[Extracted material Boundary: Start]
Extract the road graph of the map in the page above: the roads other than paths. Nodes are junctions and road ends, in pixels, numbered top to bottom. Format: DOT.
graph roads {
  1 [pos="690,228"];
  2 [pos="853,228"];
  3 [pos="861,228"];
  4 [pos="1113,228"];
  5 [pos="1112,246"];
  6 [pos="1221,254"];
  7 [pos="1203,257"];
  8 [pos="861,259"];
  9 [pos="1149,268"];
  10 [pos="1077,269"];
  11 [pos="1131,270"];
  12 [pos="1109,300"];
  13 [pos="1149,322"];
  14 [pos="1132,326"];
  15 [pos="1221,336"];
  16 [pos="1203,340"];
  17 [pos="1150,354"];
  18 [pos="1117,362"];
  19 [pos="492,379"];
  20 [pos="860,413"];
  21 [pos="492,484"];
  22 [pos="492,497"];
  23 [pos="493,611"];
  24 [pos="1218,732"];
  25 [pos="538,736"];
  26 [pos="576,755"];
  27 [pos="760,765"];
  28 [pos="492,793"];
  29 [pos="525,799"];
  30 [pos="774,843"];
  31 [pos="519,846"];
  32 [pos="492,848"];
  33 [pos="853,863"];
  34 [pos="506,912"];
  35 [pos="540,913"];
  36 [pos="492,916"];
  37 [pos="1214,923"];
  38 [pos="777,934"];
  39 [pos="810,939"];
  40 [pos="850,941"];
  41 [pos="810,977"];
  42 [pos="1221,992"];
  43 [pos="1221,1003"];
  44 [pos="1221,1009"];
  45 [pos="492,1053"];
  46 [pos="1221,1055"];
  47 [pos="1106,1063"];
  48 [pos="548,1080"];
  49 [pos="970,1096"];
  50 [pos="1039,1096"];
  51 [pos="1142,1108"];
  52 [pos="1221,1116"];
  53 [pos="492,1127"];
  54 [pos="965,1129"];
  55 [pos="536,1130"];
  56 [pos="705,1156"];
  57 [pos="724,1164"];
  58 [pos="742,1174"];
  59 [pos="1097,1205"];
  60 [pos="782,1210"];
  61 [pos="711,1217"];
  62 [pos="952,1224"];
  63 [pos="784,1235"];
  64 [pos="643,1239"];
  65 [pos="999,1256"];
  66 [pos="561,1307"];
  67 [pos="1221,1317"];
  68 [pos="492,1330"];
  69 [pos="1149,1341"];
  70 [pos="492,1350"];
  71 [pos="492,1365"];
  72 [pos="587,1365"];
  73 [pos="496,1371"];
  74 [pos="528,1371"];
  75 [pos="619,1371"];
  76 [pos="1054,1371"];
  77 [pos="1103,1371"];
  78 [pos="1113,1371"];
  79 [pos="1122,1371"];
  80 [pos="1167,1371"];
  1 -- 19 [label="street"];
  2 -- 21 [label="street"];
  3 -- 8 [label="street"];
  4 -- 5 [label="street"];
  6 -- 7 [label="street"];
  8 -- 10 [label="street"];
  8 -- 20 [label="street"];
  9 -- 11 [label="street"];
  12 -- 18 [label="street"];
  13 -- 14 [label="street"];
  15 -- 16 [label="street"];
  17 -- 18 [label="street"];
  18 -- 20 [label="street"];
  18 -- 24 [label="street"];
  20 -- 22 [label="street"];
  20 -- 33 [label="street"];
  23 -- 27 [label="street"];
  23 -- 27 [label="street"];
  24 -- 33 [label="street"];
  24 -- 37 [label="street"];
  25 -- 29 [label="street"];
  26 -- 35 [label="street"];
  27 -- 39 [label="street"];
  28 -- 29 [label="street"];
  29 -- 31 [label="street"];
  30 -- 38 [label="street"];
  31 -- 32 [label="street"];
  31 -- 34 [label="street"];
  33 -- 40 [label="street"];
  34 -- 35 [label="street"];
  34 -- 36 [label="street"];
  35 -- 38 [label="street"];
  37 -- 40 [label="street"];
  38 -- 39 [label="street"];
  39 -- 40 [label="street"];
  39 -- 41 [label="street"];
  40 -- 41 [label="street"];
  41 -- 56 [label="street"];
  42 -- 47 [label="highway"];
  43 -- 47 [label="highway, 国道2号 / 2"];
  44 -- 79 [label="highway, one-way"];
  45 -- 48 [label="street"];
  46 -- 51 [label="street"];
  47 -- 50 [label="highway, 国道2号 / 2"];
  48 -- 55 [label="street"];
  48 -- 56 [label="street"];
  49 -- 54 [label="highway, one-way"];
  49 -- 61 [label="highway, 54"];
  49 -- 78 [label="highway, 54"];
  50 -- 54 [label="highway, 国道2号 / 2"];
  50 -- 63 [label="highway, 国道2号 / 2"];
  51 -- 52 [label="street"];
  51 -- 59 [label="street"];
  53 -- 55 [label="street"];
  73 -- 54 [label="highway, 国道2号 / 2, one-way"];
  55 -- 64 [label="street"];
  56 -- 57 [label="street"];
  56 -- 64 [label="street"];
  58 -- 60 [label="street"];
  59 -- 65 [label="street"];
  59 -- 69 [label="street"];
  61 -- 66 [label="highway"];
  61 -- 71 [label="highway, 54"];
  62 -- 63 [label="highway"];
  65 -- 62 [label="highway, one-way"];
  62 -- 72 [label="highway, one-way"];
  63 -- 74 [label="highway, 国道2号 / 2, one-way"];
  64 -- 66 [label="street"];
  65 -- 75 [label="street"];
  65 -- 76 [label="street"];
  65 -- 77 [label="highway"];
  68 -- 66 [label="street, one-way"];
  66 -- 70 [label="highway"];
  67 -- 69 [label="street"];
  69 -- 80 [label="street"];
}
[Extracted material Boundary: End]
[Extracted material Boundary: Start]
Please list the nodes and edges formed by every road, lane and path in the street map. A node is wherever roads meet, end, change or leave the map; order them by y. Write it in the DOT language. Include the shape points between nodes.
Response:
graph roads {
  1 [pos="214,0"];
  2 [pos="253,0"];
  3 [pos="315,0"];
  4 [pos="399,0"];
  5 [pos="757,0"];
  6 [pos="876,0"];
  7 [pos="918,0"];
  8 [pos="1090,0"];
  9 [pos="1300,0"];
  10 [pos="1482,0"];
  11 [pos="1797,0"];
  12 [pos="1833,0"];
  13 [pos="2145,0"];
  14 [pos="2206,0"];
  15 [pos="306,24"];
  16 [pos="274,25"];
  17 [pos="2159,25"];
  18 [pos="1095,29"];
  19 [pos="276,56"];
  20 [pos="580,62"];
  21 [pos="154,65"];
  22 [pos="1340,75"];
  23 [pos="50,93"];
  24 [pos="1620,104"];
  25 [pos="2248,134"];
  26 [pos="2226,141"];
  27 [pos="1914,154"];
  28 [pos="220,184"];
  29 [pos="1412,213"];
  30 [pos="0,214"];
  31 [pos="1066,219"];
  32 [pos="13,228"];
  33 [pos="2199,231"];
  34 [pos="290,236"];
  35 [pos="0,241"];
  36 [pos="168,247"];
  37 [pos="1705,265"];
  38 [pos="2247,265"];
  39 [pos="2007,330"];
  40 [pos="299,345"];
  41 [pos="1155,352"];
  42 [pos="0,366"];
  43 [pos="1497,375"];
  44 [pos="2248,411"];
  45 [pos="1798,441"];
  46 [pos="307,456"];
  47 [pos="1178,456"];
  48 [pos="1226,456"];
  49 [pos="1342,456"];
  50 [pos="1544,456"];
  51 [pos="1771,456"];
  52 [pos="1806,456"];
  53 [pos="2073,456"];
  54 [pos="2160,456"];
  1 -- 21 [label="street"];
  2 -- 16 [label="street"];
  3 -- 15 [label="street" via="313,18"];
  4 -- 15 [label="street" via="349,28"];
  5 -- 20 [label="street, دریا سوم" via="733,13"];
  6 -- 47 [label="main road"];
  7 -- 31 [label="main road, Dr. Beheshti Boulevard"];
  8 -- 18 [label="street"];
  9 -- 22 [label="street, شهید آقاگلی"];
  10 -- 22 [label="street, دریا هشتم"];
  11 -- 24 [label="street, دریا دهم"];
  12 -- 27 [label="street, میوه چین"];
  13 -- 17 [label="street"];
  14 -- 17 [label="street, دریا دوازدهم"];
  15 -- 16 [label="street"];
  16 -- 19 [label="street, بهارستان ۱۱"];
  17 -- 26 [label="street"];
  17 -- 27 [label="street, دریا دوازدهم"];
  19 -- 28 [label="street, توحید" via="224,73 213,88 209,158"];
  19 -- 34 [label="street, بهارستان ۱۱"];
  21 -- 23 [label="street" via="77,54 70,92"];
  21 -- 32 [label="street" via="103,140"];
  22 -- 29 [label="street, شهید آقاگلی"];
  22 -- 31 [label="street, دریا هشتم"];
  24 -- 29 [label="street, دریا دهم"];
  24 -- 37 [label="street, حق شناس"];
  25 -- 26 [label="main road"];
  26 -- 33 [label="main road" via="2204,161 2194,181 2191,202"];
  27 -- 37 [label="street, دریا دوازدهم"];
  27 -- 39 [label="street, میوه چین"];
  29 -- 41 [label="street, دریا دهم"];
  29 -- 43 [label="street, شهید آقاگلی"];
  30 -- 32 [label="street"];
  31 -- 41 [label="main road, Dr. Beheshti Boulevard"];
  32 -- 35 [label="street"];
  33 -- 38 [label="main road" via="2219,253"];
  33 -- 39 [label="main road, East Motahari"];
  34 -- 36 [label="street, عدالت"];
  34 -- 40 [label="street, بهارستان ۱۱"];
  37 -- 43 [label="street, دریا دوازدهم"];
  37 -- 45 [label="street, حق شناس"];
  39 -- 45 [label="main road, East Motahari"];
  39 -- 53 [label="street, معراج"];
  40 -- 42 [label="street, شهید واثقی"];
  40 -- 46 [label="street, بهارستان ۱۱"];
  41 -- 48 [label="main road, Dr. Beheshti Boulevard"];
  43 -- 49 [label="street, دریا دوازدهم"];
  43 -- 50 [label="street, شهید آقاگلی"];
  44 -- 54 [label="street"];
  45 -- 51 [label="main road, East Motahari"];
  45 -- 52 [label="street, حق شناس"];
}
[Extracted material Boundary: End]
### Instructions for the task:
Only lines containing the word "Motahari" should be copied from the material above.

### Written solution:
  33 -- 39 [label="main road, East Motahari"];
  39 -- 45 [label="main road, East Motahari"];
  45 -- 51 [label="main road, East Motahari"];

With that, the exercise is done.